[Saved data entries]

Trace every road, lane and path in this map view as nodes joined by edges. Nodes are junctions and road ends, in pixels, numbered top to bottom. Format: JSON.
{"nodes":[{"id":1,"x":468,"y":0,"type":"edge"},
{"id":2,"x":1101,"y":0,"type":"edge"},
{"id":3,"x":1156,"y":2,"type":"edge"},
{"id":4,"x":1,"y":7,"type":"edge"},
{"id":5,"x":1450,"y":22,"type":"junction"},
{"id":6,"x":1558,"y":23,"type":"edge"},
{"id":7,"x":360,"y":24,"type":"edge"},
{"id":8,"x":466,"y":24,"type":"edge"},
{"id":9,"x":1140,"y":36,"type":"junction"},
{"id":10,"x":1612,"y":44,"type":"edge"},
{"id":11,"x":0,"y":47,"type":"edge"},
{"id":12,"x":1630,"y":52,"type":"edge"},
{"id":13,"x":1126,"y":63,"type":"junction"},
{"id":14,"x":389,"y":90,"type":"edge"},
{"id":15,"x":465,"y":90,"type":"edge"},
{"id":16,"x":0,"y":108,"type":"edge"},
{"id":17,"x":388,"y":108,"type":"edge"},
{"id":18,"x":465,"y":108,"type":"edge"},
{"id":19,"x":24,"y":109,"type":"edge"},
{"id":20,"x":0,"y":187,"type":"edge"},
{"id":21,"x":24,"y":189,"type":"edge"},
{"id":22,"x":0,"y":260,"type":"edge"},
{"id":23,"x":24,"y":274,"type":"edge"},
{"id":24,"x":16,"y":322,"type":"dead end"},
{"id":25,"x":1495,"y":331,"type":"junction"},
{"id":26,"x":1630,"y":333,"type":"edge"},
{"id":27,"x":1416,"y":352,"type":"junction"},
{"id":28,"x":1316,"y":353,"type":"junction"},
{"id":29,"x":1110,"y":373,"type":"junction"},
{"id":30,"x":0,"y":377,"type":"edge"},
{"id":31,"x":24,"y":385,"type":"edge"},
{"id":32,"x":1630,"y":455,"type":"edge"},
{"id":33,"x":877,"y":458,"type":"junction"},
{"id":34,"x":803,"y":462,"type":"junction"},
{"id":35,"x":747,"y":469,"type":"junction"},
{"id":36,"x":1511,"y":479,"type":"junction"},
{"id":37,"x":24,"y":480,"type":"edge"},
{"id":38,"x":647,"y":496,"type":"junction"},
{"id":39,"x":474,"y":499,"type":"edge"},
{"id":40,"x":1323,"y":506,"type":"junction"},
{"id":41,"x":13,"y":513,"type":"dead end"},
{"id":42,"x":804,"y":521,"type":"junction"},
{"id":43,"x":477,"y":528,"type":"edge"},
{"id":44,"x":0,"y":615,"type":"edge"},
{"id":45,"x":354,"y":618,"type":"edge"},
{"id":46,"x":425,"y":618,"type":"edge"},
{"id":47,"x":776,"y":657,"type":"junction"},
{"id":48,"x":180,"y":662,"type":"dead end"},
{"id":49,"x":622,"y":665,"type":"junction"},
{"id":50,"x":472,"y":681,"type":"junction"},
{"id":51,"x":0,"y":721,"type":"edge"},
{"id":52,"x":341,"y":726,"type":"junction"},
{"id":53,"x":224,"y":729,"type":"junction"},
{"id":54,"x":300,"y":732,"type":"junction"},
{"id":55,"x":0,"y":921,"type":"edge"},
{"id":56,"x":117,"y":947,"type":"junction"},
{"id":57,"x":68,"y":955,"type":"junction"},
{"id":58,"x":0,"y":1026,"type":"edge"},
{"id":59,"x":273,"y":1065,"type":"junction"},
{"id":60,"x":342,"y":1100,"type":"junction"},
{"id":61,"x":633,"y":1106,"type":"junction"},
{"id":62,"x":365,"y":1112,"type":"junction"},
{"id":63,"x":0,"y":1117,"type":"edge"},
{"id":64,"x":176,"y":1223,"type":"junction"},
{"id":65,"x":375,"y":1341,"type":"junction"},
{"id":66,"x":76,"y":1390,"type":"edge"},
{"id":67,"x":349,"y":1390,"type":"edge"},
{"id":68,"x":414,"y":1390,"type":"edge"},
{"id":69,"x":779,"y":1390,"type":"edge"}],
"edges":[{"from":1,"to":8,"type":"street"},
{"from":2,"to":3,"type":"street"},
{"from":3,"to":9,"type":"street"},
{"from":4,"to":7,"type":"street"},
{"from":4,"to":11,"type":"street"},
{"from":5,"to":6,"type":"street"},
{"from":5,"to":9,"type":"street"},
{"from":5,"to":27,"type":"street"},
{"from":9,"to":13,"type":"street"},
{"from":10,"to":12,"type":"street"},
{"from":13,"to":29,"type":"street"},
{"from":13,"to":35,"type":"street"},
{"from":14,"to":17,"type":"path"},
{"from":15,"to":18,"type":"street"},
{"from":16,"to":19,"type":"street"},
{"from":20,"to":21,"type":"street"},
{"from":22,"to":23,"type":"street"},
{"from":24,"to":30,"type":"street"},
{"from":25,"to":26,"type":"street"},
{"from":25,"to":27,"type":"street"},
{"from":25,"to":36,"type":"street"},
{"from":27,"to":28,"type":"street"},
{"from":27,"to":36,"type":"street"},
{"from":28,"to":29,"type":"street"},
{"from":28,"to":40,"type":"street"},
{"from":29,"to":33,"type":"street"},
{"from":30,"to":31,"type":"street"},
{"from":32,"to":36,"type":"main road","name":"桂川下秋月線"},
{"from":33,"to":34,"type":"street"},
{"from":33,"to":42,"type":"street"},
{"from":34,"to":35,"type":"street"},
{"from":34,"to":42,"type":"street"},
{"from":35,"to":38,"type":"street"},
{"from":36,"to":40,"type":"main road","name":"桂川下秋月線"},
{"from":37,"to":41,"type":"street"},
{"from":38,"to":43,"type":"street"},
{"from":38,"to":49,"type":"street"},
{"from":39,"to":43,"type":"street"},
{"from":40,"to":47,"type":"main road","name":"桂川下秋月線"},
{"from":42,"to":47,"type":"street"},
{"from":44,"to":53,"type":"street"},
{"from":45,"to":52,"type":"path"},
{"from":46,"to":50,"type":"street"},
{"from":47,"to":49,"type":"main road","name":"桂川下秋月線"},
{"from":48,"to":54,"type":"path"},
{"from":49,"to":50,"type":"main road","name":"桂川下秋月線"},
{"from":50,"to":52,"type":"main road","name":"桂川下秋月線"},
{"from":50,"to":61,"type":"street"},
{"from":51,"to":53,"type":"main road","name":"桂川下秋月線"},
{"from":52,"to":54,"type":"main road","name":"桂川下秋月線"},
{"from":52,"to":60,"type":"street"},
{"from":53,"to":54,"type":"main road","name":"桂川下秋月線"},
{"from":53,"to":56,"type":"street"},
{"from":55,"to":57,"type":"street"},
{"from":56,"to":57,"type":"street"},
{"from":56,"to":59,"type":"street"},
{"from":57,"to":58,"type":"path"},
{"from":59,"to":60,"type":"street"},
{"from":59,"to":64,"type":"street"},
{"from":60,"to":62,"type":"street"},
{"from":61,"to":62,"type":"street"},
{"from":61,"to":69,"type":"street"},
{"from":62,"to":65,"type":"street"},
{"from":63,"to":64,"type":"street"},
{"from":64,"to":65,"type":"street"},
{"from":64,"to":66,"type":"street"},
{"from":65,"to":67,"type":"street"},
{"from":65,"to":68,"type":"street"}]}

--- Work instructions ---
Using the entries above, find all lines with "dead". Copy them.

--- Expected output ---
{"id":24,"x":16,"y":322,"type":"dead end"},
{"id":41,"x":13,"y":513,"type":"dead end"},
{"id":48,"x":180,"y":662,"type":"dead end"},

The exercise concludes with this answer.